Abstract

Individual approaches to sustainable forest management have to be operationalized according to the regionally specific environmental conditions and stakeholder requirements. Unique regional socio-economic conditions also significantly impact stakeholder requirements of globally acting forest sector companies. Therefore, forest-based sector decision makers have to be aware of regionally-specific and context sensitive sustainability concerns, when assessing and prioritizing sustainability issues. Sustainability research is considered to have a regional focus and a problem-driven perspective. Hence, research foci of scientific discussion on sustainable forest management can provide insight into regional differences and problems of sustainable forest management. We conducted a quantitative content analysis of 643 scientific abstracts in the context of sustainable forest management. We observed 16 different topic categories, out of which the topics of forest health and conservation and forest management practices represent the dominant foci.

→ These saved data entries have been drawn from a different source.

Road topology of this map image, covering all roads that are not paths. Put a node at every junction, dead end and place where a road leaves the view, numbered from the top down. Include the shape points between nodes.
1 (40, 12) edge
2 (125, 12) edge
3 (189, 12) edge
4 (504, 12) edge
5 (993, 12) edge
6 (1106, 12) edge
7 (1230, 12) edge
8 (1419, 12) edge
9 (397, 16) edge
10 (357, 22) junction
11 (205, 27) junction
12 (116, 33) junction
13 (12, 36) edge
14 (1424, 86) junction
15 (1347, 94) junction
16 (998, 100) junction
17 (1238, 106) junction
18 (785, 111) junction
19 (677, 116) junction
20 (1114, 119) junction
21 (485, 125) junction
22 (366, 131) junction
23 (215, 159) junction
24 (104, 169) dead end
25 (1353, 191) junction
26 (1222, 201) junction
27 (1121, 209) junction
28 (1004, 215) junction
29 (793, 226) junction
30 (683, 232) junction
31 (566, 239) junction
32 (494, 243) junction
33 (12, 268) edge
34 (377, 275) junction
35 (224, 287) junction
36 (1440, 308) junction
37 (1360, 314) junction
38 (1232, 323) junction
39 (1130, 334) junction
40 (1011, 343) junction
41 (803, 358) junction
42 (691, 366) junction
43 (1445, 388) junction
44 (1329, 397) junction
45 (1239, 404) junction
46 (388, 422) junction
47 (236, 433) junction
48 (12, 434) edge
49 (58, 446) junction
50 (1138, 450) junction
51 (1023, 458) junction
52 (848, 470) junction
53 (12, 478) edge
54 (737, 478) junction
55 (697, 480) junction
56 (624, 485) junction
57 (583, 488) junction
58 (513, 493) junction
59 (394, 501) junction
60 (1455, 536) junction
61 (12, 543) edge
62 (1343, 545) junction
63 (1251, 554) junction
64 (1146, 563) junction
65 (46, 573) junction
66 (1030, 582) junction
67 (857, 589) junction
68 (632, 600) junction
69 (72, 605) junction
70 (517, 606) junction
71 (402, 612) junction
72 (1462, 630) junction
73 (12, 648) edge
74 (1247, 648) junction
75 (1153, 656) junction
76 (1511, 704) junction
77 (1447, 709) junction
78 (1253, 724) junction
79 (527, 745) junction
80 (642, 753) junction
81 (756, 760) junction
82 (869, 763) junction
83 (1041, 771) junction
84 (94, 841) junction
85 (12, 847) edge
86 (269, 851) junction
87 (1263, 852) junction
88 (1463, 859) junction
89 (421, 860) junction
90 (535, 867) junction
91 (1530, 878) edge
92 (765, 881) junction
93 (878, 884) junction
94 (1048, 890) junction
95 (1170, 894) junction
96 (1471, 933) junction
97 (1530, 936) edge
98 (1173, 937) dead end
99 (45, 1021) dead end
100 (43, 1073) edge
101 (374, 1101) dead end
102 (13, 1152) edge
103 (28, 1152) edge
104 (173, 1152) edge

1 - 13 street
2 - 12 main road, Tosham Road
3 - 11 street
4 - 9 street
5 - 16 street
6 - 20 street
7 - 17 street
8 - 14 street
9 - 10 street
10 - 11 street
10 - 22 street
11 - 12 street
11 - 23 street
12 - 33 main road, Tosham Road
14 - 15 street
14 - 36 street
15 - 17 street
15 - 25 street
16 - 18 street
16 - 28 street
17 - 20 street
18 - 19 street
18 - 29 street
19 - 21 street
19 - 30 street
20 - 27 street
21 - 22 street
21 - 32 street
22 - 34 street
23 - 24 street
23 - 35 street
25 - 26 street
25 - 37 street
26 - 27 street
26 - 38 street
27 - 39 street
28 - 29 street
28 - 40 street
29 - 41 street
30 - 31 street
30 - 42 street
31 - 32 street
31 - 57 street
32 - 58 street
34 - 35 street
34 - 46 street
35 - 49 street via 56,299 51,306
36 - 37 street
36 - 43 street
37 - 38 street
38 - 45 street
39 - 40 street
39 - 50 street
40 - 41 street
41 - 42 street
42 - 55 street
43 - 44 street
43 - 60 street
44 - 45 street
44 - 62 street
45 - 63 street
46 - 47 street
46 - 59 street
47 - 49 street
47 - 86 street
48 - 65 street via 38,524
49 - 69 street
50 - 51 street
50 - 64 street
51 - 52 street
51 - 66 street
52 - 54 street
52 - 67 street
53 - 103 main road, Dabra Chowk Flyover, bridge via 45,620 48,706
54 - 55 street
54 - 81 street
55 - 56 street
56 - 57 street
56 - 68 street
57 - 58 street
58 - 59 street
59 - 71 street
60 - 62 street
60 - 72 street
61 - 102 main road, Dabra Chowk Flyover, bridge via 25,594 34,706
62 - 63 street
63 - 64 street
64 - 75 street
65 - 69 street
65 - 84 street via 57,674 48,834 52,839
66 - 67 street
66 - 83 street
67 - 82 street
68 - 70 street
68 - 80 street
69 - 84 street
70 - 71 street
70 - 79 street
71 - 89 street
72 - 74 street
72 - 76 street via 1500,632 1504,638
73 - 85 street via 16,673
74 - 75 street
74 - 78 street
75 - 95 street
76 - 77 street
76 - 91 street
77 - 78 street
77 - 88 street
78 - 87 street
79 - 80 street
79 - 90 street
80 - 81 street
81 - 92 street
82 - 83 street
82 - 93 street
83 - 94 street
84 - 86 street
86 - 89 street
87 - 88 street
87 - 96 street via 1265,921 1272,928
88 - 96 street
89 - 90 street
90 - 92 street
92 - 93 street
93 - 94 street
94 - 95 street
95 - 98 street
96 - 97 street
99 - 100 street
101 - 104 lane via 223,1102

Furthermore, our results confirm a strong impact of geographic scope on the research foci. For example, the issues of climate change mitigation and adaptation are significantly more investigated in the Global North while social impacts of forest management are more researched in the Global South. Our findings suggest that decision makers should consider more than environmental issues when selecting corporate social responsibility activities or when making environmental policies. Otherwise, they can potentially overlook the impacts of forest management which are of high regional importance and intensively investigated by the scientific community.